This task calls for copying each line below that contains "main".

-----

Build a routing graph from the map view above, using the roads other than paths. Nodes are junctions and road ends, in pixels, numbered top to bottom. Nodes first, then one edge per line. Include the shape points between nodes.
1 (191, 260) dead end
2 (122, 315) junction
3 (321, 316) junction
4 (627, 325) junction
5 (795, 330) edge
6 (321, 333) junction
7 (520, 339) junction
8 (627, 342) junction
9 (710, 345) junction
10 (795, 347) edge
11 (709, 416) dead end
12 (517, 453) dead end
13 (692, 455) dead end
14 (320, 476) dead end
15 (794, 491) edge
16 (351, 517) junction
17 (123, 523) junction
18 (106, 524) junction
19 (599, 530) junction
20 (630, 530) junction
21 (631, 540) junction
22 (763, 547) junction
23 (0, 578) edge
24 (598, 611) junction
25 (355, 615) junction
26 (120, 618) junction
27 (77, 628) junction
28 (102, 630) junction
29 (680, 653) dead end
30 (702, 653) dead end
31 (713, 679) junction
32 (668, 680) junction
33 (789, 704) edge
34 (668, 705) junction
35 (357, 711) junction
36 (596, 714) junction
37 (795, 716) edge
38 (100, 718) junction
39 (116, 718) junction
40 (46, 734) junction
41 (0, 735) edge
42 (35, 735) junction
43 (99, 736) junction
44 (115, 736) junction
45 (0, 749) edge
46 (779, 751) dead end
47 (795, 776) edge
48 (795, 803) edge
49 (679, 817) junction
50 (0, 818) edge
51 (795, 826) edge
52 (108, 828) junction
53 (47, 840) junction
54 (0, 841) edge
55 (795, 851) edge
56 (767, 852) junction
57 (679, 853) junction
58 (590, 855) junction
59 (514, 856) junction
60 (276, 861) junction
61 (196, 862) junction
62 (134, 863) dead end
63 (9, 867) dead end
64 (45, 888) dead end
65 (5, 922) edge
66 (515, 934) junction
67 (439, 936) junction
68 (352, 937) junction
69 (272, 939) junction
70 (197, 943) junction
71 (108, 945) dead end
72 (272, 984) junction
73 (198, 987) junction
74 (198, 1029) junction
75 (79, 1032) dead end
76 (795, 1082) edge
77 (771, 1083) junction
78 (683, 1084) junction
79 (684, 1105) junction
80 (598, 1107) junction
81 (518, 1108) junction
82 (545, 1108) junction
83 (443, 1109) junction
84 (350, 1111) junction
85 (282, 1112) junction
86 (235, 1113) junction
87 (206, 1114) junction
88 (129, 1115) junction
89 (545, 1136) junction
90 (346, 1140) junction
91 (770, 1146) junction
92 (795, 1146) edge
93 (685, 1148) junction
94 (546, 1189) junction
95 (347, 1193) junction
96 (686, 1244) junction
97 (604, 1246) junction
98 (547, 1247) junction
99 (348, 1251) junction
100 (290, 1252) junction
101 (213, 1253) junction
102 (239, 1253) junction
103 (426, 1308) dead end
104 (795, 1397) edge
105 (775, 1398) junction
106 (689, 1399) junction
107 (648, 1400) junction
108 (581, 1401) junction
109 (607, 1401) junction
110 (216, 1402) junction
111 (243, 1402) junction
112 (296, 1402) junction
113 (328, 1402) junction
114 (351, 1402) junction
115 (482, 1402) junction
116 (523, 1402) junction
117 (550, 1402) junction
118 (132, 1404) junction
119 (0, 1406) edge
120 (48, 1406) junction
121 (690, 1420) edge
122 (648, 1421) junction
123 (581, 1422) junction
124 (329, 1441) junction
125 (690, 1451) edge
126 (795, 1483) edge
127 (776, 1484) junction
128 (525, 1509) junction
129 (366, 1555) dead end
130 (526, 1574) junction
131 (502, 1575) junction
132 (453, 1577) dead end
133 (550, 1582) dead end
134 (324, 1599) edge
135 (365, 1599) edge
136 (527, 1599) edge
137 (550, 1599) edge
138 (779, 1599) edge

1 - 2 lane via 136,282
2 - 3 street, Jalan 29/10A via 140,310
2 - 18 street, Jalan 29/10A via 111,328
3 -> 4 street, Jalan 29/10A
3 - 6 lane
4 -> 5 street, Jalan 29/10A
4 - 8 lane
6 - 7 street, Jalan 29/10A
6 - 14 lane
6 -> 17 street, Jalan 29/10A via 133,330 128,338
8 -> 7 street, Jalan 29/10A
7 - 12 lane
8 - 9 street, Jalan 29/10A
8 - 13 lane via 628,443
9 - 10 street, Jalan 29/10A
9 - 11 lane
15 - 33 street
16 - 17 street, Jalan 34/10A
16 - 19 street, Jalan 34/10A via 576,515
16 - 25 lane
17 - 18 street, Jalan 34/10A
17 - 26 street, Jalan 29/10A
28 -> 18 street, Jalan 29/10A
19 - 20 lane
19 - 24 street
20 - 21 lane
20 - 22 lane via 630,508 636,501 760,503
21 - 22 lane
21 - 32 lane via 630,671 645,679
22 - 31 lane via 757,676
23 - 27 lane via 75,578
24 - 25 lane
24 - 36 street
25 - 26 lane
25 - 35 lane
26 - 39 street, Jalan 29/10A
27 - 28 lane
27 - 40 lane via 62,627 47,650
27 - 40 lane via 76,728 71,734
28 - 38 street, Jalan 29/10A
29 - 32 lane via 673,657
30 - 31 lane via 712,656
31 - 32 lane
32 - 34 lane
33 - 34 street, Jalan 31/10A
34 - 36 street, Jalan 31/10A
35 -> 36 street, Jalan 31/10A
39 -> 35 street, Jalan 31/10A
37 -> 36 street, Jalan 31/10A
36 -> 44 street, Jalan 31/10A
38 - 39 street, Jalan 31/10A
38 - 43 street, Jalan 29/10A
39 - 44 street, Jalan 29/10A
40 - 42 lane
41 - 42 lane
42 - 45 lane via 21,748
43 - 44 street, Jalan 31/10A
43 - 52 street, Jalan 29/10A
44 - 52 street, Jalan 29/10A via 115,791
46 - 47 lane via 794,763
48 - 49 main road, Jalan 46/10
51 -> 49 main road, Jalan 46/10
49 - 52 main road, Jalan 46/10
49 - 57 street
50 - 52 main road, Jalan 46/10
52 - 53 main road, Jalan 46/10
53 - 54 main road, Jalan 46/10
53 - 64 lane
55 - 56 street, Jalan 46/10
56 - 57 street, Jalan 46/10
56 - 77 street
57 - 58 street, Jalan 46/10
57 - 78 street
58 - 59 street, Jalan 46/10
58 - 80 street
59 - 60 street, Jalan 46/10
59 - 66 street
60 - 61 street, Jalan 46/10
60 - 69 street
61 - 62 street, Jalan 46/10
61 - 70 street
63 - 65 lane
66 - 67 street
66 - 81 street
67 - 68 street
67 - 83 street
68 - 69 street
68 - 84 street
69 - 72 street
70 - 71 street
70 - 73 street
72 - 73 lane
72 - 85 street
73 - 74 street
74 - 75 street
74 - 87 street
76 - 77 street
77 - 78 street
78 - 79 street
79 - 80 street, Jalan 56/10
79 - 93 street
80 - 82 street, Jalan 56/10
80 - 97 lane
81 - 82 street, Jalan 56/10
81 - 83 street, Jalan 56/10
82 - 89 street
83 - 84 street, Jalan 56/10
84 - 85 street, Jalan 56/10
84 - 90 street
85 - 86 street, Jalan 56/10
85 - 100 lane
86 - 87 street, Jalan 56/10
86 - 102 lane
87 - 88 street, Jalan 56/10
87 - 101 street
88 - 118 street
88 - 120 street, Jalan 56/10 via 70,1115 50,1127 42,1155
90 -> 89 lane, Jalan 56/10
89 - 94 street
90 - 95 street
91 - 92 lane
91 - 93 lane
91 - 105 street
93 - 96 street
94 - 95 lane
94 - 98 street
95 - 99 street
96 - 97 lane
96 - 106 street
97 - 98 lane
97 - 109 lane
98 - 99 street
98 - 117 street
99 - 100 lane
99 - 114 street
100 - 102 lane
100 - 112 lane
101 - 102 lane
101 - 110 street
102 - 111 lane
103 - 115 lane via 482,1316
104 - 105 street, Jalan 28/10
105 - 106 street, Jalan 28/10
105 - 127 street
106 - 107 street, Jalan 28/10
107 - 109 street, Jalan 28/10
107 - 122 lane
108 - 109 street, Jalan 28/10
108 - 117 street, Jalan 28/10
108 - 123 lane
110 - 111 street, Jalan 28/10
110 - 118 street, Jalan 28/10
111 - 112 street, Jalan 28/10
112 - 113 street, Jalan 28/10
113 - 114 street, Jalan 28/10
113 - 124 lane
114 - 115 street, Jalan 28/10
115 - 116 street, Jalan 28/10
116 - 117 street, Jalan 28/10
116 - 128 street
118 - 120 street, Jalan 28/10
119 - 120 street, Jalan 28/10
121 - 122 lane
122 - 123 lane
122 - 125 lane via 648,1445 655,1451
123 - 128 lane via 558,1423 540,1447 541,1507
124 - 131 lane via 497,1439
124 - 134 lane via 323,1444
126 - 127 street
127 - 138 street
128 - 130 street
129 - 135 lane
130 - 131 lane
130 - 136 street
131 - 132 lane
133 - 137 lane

-----

### RESPONSE TO THE TASK
48 - 49 main road, Jalan 46/10
51 -> 49 main road, Jalan 46/10
49 - 52 main road, Jalan 46/10
50 - 52 main road, Jalan 46/10
52 - 53 main road, Jalan 46/10
53 - 54 main road, Jalan 46/10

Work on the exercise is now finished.